=== What you will do ===
Work through the data below and give the number of lines holding "المرواني", nothing more.

=== Records shown ===
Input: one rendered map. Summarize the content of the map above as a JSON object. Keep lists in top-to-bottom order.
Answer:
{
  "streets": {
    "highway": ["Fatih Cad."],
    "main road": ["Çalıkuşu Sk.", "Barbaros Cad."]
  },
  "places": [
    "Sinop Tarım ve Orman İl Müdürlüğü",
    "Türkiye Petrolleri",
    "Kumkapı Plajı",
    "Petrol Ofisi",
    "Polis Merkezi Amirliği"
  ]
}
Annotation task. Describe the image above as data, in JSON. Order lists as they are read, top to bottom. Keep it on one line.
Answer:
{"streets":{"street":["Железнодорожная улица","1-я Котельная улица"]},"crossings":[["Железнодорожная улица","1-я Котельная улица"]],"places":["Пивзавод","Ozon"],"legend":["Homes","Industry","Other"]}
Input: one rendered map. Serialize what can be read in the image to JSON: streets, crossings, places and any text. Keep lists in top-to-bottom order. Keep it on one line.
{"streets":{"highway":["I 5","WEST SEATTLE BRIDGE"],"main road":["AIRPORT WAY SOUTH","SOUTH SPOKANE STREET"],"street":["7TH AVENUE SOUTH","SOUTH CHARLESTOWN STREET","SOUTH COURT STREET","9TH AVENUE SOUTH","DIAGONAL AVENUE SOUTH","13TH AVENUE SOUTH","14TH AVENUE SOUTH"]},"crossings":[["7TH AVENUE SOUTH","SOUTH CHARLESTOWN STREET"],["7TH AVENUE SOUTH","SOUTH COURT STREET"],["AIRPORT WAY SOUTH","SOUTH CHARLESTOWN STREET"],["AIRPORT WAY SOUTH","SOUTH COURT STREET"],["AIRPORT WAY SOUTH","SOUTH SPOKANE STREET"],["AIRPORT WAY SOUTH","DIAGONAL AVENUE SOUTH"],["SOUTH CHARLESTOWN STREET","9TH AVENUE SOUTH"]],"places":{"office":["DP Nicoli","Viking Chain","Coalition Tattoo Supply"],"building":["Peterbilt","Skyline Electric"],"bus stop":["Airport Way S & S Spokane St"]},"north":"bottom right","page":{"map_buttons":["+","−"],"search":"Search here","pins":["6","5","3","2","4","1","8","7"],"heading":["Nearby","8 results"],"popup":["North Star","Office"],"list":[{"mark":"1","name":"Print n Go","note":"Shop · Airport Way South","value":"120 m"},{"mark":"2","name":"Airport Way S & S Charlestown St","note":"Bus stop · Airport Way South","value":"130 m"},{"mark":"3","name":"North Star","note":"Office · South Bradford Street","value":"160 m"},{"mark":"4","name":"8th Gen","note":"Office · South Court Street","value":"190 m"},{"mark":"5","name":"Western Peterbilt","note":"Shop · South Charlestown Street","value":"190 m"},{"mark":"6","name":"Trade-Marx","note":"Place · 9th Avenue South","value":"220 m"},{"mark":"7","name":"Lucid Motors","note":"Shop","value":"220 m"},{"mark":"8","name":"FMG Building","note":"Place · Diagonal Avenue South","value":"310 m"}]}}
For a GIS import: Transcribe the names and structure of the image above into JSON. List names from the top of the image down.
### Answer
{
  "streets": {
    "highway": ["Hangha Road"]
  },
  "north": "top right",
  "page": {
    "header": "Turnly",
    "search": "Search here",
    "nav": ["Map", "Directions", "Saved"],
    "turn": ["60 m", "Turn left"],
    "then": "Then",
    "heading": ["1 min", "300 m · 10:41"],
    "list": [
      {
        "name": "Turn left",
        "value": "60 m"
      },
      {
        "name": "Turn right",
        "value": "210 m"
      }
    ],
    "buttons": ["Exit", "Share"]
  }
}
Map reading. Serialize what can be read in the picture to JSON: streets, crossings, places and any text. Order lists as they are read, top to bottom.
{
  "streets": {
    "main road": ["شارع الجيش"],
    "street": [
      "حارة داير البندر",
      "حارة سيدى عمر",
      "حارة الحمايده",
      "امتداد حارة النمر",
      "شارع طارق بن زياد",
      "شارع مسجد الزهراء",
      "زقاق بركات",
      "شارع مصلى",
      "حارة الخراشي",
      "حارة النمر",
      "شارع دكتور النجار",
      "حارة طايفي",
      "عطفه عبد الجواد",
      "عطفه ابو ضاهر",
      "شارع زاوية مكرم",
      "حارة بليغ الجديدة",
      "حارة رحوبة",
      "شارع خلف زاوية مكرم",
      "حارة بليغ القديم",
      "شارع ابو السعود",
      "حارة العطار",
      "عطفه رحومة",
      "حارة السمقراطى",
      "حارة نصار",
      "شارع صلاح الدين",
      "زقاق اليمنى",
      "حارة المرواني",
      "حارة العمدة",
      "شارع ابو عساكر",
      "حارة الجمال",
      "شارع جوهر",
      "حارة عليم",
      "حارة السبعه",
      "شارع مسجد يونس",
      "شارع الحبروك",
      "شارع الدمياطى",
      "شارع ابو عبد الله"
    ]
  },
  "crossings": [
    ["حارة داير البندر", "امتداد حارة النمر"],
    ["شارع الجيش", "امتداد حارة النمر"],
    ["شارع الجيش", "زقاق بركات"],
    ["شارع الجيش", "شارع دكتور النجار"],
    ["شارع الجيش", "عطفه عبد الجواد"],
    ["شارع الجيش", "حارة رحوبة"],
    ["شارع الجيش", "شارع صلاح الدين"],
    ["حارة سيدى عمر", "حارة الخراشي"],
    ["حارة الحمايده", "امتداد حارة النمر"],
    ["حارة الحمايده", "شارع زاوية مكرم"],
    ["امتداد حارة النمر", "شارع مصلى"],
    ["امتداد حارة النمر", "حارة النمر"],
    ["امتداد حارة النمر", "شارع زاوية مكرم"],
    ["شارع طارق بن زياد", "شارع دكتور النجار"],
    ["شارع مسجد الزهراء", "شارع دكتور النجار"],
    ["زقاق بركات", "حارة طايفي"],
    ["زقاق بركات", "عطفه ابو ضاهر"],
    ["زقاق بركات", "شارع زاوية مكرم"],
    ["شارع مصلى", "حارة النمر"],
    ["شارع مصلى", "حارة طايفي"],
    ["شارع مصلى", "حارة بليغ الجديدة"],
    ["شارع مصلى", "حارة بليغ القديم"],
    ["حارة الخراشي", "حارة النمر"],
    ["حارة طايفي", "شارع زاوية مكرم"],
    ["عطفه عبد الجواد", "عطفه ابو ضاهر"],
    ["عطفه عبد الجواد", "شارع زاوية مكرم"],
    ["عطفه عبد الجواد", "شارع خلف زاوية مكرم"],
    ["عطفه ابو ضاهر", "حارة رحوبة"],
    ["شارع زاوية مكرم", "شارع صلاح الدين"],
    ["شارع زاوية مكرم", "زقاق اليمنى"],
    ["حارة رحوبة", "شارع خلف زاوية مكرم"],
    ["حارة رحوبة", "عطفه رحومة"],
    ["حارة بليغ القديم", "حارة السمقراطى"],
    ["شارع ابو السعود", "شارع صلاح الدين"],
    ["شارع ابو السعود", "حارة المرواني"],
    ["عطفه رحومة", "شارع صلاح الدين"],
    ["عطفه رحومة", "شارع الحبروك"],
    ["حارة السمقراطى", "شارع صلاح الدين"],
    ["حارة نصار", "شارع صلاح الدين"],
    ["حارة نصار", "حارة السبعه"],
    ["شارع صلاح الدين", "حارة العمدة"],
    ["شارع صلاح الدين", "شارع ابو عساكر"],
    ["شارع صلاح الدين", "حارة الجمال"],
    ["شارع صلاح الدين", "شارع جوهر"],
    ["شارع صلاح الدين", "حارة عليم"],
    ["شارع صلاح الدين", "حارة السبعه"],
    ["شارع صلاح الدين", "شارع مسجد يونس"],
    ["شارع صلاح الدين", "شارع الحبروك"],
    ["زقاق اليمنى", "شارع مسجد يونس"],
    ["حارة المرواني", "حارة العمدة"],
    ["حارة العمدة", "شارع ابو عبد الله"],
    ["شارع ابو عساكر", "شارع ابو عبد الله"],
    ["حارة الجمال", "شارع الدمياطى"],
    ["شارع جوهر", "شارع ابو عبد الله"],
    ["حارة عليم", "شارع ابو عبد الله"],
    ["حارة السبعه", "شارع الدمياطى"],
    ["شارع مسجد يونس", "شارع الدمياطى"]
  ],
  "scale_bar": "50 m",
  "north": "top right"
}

=== Your solution ===
3